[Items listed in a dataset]
——

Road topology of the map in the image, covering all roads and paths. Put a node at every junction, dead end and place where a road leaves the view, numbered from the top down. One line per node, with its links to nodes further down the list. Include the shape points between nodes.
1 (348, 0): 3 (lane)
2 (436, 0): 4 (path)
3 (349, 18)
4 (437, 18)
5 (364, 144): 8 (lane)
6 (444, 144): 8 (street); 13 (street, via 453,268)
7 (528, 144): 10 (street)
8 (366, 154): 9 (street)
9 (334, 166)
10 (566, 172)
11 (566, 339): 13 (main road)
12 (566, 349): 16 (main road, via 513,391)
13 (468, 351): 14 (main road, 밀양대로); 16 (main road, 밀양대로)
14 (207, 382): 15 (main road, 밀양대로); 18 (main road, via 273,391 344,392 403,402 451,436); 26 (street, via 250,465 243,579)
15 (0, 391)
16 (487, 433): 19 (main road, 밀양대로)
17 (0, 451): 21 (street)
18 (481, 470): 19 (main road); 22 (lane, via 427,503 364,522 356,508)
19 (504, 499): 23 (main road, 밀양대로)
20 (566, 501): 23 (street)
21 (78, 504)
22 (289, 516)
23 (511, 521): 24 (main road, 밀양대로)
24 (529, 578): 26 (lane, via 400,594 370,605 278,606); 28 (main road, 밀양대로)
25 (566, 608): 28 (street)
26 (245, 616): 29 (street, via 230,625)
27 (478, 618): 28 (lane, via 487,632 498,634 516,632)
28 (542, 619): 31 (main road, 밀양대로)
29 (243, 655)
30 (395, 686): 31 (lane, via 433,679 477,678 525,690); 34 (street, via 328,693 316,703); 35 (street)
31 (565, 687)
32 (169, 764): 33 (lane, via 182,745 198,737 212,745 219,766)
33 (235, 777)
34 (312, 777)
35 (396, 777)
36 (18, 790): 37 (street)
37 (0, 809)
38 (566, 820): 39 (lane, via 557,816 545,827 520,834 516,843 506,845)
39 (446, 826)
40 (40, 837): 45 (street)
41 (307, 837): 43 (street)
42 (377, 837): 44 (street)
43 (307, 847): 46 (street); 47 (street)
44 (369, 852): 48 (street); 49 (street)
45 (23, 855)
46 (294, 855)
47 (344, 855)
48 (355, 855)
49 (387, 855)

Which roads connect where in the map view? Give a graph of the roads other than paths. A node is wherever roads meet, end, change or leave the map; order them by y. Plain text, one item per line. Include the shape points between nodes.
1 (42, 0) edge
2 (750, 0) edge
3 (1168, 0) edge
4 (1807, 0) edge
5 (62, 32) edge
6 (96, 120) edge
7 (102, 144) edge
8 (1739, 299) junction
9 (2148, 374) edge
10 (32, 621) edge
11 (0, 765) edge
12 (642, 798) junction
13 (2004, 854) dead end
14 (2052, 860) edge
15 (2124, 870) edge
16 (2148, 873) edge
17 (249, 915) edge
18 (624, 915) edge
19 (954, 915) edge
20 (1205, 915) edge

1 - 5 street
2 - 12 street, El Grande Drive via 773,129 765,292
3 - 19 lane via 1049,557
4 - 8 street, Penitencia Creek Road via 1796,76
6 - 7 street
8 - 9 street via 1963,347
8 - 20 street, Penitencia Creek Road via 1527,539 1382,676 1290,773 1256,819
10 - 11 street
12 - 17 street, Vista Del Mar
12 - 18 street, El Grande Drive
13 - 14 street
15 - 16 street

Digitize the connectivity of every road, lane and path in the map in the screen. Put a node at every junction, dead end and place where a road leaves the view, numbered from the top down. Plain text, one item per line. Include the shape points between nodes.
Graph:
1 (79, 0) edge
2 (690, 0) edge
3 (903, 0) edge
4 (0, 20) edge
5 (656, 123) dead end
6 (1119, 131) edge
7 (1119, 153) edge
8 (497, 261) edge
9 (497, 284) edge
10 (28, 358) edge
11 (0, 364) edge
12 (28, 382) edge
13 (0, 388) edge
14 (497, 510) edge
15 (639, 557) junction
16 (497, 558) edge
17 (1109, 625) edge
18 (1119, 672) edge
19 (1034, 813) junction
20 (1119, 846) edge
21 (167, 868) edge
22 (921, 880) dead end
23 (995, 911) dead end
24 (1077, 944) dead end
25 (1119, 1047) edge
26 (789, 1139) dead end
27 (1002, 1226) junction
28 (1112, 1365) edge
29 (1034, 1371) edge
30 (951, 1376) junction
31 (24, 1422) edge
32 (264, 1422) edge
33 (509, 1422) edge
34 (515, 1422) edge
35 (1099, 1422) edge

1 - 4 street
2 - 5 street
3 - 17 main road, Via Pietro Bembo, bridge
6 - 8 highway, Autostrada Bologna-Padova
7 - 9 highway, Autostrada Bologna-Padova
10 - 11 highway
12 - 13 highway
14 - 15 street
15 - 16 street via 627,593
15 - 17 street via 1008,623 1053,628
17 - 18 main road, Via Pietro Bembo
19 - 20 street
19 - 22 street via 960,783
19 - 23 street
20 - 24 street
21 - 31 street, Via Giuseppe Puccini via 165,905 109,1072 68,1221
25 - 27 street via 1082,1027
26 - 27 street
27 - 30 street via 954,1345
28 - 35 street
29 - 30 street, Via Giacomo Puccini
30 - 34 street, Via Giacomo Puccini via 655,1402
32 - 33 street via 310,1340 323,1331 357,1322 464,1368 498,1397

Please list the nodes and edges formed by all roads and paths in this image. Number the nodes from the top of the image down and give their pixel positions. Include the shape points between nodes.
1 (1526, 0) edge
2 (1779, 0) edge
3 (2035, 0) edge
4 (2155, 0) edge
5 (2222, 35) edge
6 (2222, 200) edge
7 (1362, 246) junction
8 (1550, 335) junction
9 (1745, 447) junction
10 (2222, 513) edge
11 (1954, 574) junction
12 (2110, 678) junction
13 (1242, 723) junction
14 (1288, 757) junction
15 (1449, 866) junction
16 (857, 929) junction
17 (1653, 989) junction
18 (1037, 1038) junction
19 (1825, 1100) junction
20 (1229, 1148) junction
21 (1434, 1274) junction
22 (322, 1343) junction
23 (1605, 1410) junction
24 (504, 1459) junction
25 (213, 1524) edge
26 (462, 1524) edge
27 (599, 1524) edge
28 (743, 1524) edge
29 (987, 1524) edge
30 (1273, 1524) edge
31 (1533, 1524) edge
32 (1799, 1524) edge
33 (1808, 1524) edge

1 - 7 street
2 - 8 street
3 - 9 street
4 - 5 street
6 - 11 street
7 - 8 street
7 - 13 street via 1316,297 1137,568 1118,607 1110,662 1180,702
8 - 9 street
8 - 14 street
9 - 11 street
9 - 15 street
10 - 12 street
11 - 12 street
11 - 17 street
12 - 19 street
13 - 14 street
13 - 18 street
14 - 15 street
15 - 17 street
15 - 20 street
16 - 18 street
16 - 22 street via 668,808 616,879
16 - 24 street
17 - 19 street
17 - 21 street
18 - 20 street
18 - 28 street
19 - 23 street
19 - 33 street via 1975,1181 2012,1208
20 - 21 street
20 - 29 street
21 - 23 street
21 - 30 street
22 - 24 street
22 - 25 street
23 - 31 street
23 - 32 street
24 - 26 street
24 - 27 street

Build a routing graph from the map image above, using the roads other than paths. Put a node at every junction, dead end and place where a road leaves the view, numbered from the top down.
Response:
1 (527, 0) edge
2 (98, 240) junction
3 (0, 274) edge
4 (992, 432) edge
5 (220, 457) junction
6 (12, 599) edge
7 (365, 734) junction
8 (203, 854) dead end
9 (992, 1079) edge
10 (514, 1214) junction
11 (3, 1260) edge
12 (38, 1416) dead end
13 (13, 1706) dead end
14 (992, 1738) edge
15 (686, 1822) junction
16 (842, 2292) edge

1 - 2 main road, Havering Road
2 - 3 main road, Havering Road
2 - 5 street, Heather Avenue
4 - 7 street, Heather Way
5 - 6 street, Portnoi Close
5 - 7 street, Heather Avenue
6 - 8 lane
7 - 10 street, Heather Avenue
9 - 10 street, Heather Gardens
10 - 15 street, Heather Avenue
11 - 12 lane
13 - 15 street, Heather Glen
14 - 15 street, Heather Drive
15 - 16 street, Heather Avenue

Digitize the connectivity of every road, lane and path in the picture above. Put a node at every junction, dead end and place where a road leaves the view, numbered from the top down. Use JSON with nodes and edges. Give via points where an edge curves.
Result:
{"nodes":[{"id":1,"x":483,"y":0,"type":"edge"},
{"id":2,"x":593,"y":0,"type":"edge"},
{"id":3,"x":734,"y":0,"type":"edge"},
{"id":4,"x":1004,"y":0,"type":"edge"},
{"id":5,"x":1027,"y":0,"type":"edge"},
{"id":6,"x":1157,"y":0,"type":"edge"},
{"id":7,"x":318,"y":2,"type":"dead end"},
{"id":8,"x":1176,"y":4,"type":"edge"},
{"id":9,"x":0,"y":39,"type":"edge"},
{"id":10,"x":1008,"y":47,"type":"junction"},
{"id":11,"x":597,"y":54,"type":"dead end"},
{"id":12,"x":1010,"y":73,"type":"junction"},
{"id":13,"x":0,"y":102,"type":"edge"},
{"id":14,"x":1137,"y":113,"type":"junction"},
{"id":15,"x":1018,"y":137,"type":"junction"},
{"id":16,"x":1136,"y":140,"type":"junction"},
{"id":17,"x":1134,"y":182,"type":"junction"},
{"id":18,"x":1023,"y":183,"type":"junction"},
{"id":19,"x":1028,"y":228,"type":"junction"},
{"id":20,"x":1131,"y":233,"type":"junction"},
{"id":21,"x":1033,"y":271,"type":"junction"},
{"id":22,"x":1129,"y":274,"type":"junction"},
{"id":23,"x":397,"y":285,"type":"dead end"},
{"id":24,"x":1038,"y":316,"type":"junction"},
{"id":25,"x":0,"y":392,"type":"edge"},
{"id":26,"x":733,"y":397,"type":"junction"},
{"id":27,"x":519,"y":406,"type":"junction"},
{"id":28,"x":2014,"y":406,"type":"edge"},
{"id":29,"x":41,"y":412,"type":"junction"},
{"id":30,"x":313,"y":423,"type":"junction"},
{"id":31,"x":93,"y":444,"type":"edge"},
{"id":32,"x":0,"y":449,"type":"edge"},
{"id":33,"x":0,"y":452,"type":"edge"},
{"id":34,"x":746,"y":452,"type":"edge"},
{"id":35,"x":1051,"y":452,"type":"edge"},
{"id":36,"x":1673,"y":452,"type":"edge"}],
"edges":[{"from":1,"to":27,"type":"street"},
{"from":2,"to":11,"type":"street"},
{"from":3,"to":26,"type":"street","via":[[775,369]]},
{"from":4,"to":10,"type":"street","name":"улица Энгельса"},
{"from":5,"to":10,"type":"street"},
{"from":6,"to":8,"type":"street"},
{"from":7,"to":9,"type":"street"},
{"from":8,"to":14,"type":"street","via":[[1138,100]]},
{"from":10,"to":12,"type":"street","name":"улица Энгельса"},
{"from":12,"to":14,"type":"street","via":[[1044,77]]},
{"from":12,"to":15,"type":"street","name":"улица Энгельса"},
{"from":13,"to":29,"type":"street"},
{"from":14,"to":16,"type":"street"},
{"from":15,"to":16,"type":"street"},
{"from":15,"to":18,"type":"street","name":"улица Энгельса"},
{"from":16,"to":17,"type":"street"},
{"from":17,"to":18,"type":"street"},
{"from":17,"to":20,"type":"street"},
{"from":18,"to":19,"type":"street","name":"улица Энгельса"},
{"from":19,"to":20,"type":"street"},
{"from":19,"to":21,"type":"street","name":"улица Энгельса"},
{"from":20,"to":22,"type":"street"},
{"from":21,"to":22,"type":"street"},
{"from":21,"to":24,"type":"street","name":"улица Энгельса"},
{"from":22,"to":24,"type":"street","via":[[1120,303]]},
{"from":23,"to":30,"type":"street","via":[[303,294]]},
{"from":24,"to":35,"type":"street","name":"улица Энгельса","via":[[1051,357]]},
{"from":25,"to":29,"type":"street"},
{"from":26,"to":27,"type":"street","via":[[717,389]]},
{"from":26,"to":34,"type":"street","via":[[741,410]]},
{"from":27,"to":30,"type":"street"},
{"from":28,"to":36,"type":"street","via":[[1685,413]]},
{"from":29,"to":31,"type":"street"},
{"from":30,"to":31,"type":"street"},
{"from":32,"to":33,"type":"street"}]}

——

## What you should do
Copy out every line of the data that includes the word "Bologna".

## Expected output
6 - 8 highway, Autostrada Bologna-Padova
7 - 9 highway, Autostrada Bologna-Padova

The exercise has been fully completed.